Volvo Penta has totally re-engineered its line of D4 and D6 marine propulsion systems from with redesigned engines, new sterndrive, updated IPS drive and a new Electronic Vessel Control (EVC) system.
“The D4 and D6 series are proven workhorse engines with more than 100,000 deployed worldwide over the years,” said Ron Huibers, president of Volvo Penta of the Americas. “With this major upgrade project, the best has just gotten better. The new D4 and D6 are now delivering higher horsepower ratings, better fuel efficiency and lower maintenance cost, as well as Volvo Penta’s trademark torque across the full range of RPMs.”
Volvo Penta says its engineering team in Sweden put in more than 300,000 engineering manhours (equivalent to 50 people working full-time for three years), plus over 40,000 hours of testing for durability, reliability and performance. The result is 10 percent more power across the range, with maximum ratings of 320 hp for the D4 and 480 hp for the D6.
Upgrades included a new engine management system, new fuel injection system, new turbocharger and supercharger, new cylinder heads, pistons and valves, plus a stronger crankshaft to handle higher loads. They are less costly to maintain with longer service intervals and fewer service items.
The cylinder head, piston and crankshaft are all stronger by design and new materials have been introduced such as a Diamond Like Carbon (DLC) coating on the piston pin to reduce friction and increase durability. T
he common rail fuel injection system now features a higher pressure of 2,000 bar. Controlled by a new Engine Management System, this enables more precise calibration of parameters controlling the injection, so the engines run more smoothly and are more fuel efficient.
Improvements have also been made to the IPS drive resulting in reduced service costs.
The DPI sterndrive has undergone a major transformation with a hydraulic clutch for smooth, silent shifting at slow engine speeds. Steer-by-wire functionality has been made standard for improved joystick docking, and the Dynamic Positioning System (DPS) provides automatic station-keeping.
Volvo Penta says the EVC2 serves as a gateway to the future of automated, connected and electric technologies. It =has an all-new operating system and modern electrical architecture.

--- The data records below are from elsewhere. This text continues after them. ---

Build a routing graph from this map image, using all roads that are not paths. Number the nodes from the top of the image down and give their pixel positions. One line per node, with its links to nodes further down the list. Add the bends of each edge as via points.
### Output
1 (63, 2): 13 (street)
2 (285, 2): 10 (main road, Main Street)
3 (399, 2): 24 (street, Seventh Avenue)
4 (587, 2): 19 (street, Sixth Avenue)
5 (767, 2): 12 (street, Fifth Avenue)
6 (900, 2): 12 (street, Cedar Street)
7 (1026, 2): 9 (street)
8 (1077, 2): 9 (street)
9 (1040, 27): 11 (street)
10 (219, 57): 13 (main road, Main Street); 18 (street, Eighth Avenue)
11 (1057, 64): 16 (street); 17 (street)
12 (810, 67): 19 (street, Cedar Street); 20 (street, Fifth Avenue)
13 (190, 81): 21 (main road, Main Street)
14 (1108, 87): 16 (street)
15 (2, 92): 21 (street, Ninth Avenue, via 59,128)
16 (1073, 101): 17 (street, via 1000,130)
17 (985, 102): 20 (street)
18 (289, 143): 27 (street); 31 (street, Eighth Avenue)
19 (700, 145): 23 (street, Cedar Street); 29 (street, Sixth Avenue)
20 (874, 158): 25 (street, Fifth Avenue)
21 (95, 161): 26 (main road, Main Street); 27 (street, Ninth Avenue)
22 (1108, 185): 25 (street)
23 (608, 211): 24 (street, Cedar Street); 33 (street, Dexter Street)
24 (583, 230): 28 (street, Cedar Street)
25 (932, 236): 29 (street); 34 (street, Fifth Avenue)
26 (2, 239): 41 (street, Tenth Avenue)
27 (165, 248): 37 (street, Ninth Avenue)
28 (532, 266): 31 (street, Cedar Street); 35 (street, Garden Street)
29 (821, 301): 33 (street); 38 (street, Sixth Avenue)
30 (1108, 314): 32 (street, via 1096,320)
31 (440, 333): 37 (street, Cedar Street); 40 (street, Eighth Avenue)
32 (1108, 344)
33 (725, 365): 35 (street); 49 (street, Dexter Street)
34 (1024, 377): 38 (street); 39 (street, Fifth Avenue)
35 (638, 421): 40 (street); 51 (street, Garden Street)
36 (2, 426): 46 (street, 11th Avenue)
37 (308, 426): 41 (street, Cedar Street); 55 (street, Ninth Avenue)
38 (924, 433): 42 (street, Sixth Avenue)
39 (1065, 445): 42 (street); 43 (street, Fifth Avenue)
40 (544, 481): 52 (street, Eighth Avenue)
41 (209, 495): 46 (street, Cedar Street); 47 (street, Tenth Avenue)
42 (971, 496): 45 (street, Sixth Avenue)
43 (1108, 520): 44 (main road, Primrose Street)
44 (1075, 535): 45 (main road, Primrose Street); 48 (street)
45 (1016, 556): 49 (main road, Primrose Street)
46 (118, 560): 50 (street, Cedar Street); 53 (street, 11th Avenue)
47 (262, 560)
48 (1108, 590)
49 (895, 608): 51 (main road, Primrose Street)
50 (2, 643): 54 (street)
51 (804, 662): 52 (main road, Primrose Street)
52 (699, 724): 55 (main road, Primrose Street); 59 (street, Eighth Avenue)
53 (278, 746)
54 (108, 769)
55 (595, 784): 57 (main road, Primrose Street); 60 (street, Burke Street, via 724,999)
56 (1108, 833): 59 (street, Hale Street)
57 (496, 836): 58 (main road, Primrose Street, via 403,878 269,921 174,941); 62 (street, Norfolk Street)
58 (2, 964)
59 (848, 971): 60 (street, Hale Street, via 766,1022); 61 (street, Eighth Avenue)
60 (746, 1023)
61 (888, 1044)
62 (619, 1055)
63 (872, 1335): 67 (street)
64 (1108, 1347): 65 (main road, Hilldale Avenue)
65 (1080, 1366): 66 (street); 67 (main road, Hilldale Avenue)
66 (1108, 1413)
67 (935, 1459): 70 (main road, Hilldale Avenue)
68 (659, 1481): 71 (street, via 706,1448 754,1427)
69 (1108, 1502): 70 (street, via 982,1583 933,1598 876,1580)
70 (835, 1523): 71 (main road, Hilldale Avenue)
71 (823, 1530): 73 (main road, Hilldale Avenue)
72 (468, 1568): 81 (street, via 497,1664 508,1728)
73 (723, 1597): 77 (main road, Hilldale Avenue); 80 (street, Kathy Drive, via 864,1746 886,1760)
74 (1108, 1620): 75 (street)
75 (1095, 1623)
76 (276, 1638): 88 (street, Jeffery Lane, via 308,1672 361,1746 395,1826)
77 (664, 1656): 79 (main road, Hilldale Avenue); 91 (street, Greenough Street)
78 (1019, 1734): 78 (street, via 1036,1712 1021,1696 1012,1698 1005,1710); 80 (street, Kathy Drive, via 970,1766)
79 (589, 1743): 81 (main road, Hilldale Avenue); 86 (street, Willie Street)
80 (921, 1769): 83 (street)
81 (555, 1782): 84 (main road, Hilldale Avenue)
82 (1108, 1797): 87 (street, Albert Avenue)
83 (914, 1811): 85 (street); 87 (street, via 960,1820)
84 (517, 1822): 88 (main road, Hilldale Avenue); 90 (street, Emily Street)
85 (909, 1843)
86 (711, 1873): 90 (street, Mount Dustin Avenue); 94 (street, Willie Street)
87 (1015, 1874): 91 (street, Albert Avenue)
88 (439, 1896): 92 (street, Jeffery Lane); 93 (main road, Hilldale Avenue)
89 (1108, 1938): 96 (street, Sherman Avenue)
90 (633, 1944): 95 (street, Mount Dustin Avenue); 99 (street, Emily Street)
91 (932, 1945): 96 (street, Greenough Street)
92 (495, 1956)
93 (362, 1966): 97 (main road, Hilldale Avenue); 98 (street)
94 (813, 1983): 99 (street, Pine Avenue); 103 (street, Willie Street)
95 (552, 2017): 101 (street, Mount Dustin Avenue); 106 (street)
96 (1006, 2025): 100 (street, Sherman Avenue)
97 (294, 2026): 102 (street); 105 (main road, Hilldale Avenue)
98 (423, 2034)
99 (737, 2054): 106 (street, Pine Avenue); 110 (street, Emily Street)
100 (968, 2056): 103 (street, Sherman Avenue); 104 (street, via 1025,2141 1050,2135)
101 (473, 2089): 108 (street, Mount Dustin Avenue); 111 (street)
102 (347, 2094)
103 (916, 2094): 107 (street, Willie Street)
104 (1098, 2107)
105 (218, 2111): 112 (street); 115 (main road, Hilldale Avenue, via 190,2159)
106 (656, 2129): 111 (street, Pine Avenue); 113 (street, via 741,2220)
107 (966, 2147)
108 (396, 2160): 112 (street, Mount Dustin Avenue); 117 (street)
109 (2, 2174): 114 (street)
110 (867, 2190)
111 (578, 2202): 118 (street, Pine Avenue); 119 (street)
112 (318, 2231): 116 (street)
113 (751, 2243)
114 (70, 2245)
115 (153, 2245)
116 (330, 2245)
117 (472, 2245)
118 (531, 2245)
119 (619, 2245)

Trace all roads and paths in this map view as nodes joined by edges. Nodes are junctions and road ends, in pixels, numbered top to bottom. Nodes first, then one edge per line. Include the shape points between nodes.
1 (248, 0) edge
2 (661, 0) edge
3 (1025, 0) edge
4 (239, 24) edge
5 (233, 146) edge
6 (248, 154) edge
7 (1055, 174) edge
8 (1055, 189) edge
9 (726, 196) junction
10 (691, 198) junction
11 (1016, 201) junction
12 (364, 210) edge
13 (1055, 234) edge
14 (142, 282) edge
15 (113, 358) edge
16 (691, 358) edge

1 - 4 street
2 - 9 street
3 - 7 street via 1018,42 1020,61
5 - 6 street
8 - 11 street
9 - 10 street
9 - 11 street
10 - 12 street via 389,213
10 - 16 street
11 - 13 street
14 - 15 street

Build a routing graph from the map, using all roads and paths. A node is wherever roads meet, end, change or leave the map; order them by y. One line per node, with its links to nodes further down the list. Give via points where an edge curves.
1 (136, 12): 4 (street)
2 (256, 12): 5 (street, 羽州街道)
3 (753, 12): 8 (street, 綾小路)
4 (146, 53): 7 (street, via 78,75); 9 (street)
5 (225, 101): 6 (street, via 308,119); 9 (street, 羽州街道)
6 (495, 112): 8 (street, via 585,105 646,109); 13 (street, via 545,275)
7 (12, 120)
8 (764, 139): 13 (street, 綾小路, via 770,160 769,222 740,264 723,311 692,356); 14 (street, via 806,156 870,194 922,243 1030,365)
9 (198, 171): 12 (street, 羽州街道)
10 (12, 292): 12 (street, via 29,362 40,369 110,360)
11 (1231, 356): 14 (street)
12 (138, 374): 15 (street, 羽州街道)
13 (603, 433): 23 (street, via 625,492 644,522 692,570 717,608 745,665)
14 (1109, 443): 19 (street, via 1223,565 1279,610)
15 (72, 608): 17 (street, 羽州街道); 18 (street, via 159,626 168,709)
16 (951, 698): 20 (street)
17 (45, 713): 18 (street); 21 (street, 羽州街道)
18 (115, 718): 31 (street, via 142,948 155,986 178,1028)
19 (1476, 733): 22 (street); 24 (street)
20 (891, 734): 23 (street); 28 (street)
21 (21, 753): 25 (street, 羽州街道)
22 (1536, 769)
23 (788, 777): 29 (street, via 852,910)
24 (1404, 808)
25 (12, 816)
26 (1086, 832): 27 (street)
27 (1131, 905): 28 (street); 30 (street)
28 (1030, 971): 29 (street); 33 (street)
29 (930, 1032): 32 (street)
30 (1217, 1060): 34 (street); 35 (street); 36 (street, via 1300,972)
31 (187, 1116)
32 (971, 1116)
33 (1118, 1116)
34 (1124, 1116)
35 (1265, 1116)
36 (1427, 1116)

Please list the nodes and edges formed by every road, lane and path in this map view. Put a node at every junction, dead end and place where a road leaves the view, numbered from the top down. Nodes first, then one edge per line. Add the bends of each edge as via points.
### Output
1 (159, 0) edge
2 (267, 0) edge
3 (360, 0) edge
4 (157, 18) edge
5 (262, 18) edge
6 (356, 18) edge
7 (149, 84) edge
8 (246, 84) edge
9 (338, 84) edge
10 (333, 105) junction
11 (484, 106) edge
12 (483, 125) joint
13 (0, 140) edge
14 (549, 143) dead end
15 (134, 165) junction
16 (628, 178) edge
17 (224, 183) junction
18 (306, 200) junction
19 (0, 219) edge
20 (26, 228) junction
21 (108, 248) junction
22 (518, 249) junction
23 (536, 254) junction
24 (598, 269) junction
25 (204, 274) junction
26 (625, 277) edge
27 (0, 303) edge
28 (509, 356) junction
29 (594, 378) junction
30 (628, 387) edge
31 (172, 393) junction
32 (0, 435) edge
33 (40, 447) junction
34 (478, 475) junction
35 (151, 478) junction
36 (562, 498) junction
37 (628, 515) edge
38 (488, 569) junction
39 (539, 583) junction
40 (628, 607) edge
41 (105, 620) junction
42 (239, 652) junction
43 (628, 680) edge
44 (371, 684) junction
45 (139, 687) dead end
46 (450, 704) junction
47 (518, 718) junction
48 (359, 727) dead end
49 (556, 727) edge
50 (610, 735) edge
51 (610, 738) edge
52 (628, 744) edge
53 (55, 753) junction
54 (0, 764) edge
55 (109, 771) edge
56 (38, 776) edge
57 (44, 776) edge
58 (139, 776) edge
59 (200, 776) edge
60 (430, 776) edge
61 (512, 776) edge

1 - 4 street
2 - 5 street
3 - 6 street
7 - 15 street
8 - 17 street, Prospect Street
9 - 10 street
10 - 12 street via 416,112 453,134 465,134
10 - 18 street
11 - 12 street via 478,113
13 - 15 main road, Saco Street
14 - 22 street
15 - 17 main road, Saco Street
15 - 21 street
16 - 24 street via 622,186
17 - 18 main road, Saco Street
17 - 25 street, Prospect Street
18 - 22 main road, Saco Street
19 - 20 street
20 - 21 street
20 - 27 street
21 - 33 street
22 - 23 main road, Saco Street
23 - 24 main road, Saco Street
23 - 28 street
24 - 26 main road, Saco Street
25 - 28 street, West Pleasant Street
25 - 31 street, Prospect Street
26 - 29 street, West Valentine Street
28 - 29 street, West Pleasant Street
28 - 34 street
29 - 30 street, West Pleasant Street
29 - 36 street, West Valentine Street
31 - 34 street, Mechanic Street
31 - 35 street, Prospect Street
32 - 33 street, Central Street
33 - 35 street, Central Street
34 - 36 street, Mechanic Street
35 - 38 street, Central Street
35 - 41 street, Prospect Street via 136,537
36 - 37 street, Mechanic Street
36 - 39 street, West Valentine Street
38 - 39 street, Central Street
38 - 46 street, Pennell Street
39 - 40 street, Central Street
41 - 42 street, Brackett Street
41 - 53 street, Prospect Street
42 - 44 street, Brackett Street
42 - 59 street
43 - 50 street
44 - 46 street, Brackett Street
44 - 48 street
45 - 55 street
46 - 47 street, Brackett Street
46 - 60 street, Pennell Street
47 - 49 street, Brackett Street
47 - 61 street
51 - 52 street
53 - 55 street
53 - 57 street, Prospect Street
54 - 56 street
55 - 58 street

With Volvo Penta’s new On-Board Service Assistant, operators can now check oil levels of the engine and IPS drive from the comfort of the helm station on the Glass Cockpit screen, eliminating the need for manual checks via dipstick. Service schedules are also visible through the platform.
Earlier this year, Volvo Penta also unveiled its new D8 engine and SCR aftertreatment concept that meets the IMO Tier III standards, as well as new upgraded D16 gensets with 450 and 50kW outputs.
Volvo Penta will show its new products in Booth 2101 at the International Work Boat Show Dec. 4-6.